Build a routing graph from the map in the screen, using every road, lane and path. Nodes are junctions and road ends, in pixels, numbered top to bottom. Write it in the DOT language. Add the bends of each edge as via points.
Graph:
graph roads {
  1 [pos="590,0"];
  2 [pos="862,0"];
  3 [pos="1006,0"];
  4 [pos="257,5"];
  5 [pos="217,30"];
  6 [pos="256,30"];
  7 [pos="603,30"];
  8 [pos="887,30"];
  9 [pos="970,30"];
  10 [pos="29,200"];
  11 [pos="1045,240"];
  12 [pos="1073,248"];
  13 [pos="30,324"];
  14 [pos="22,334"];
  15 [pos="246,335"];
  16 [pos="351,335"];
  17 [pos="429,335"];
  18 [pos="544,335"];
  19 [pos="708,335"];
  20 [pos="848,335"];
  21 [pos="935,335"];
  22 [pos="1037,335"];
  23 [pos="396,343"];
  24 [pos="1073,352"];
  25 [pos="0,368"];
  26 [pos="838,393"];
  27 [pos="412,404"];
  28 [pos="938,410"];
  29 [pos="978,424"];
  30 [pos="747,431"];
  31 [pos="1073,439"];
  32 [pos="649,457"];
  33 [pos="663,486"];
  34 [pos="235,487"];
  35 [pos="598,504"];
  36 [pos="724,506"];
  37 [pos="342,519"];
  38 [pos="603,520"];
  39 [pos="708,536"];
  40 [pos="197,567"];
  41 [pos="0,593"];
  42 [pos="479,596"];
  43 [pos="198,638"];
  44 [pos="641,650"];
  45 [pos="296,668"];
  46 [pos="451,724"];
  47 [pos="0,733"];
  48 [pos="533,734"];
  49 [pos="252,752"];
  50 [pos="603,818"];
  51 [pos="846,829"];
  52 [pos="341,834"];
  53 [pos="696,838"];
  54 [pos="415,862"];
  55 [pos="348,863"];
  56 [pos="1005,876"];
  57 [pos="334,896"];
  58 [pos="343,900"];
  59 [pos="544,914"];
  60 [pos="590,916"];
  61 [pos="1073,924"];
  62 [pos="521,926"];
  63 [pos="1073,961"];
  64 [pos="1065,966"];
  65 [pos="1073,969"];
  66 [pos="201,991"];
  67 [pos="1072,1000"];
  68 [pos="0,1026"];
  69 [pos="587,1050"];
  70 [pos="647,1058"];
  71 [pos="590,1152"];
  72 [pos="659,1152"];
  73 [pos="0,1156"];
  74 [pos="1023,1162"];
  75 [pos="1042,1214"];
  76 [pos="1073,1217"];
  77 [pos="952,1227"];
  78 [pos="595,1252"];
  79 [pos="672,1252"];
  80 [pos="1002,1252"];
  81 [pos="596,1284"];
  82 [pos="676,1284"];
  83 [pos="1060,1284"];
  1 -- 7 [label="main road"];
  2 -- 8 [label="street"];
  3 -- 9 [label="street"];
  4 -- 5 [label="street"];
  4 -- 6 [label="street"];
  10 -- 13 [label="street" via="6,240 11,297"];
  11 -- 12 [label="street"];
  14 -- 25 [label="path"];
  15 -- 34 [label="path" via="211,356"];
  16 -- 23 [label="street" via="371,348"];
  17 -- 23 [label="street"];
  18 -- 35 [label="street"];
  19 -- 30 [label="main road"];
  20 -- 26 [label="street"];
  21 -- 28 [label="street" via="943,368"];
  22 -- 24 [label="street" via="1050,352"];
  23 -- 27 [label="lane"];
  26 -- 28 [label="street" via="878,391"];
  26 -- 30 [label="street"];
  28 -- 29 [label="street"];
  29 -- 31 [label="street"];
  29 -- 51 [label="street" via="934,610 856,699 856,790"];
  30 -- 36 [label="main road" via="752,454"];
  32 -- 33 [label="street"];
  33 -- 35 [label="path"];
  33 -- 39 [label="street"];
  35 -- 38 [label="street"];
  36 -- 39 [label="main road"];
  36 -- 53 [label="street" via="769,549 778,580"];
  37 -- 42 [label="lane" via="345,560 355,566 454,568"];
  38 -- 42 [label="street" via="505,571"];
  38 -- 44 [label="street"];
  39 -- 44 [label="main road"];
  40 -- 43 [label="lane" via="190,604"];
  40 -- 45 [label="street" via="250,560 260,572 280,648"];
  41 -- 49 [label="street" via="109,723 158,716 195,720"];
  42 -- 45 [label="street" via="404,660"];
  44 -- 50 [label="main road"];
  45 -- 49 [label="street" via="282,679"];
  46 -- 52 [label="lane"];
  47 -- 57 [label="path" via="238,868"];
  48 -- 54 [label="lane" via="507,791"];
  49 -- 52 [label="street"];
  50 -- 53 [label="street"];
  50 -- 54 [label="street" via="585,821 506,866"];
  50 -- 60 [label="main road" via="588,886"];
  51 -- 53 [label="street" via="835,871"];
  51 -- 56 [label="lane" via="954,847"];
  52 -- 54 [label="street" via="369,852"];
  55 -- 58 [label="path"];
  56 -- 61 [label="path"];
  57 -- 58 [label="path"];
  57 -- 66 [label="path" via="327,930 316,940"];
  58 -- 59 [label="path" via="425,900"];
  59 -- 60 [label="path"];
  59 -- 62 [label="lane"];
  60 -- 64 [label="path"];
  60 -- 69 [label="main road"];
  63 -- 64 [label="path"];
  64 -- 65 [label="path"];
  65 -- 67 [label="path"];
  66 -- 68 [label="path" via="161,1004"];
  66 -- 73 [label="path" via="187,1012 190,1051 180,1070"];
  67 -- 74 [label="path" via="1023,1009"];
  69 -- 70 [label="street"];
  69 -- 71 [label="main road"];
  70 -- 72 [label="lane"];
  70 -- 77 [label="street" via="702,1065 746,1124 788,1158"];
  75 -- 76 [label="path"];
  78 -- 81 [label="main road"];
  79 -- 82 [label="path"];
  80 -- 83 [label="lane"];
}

---

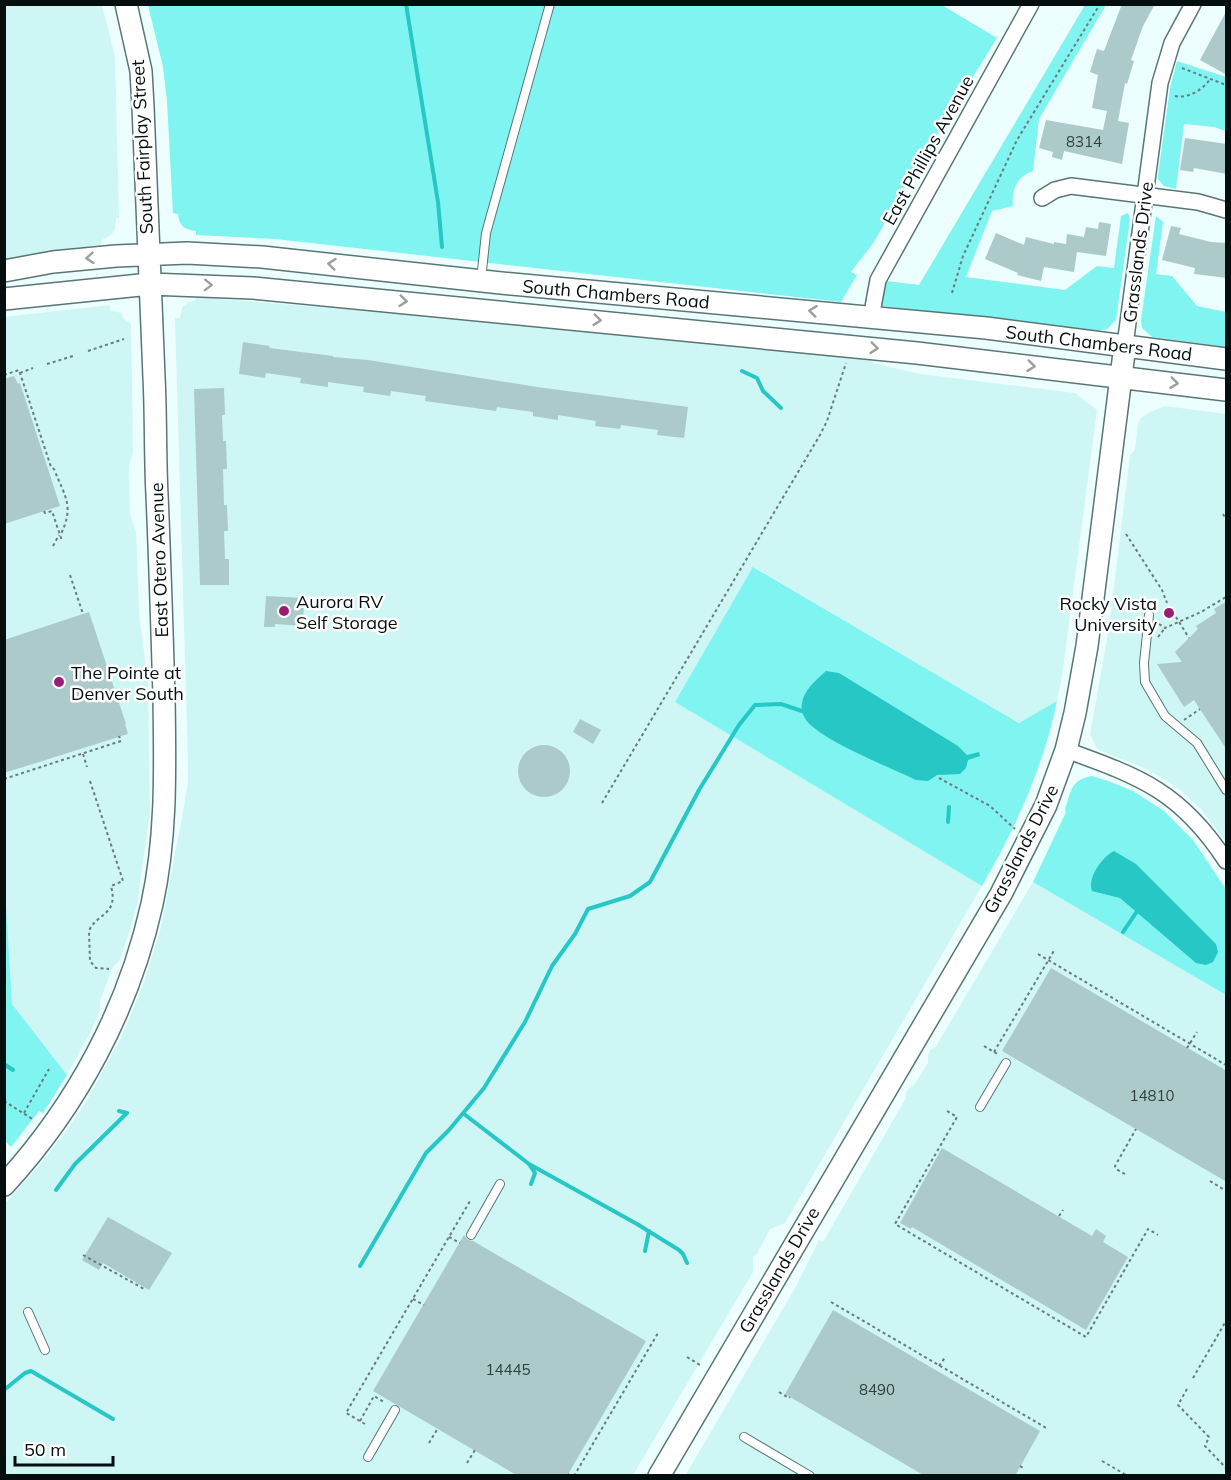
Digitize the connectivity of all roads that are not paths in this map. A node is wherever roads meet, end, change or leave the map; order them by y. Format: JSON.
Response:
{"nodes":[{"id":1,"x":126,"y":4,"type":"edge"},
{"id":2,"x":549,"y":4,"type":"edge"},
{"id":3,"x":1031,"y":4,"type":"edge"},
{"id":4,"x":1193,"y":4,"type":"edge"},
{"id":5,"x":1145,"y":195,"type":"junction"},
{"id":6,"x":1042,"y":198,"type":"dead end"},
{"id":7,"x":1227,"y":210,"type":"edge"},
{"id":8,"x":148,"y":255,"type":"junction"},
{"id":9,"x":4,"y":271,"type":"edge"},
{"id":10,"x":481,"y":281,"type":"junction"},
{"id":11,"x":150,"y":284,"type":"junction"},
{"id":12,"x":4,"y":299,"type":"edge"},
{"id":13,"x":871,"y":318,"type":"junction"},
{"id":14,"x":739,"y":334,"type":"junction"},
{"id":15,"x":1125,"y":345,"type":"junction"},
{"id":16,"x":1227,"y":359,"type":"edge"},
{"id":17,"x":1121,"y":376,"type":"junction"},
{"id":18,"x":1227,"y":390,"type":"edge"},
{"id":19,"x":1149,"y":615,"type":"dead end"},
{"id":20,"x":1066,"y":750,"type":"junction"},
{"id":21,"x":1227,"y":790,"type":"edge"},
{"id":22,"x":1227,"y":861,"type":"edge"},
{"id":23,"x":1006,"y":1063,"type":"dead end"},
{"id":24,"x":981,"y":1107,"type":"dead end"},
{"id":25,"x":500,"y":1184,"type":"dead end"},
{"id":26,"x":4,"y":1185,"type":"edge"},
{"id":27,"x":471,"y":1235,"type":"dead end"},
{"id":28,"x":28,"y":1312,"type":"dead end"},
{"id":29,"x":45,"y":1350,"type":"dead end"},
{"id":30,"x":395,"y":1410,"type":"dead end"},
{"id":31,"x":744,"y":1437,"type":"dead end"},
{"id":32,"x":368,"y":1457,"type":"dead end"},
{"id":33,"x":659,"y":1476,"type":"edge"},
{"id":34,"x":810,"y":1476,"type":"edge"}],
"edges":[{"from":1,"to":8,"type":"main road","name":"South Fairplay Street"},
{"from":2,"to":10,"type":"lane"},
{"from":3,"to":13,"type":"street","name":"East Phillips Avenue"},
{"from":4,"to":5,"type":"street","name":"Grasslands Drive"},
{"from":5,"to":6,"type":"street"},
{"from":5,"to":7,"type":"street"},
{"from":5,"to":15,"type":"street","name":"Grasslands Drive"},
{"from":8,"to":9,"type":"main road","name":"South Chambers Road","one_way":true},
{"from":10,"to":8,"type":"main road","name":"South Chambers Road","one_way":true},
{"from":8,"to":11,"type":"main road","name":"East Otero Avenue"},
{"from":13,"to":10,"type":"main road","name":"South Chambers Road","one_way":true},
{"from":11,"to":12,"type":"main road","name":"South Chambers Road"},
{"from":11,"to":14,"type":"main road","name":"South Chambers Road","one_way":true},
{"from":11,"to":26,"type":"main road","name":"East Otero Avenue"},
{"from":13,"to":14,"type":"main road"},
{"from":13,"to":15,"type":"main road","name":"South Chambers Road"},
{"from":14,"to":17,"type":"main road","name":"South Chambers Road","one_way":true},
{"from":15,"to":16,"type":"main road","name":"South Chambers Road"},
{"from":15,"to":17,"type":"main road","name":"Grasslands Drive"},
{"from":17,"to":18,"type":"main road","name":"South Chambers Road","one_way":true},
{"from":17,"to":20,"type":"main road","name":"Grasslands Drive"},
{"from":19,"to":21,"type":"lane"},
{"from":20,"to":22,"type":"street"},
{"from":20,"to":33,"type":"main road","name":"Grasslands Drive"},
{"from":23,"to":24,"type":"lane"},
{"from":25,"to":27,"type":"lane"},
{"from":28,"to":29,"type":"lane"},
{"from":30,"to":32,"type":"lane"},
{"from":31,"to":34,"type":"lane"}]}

## TO DO:
Which of the lines above contain "Chambers"? Return them all.

## SOLUTION:
{"from":8,"to":9,"type":"main road","name":"South Chambers Road","one_way":true},
{"from":10,"to":8,"type":"main road","name":"South Chambers Road","one_way":true},
{"from":13,"to":10,"type":"main road","name":"South Chambers Road","one_way":true},
{"from":11,"to":12,"type":"main road","name":"South Chambers Road"},
{"from":11,"to":14,"type":"main road","name":"South Chambers Road","one_way":true},
{"from":13,"to":15,"type":"main road","name":"South Chambers Road"},
{"from":14,"to":17,"type":"main road","name":"South Chambers Road","one_way":true},
{"from":15,"to":16,"type":"main road","name":"South Chambers Road"},
{"from":17,"to":18,"type":"main road","name":"South Chambers Road","one_way":true},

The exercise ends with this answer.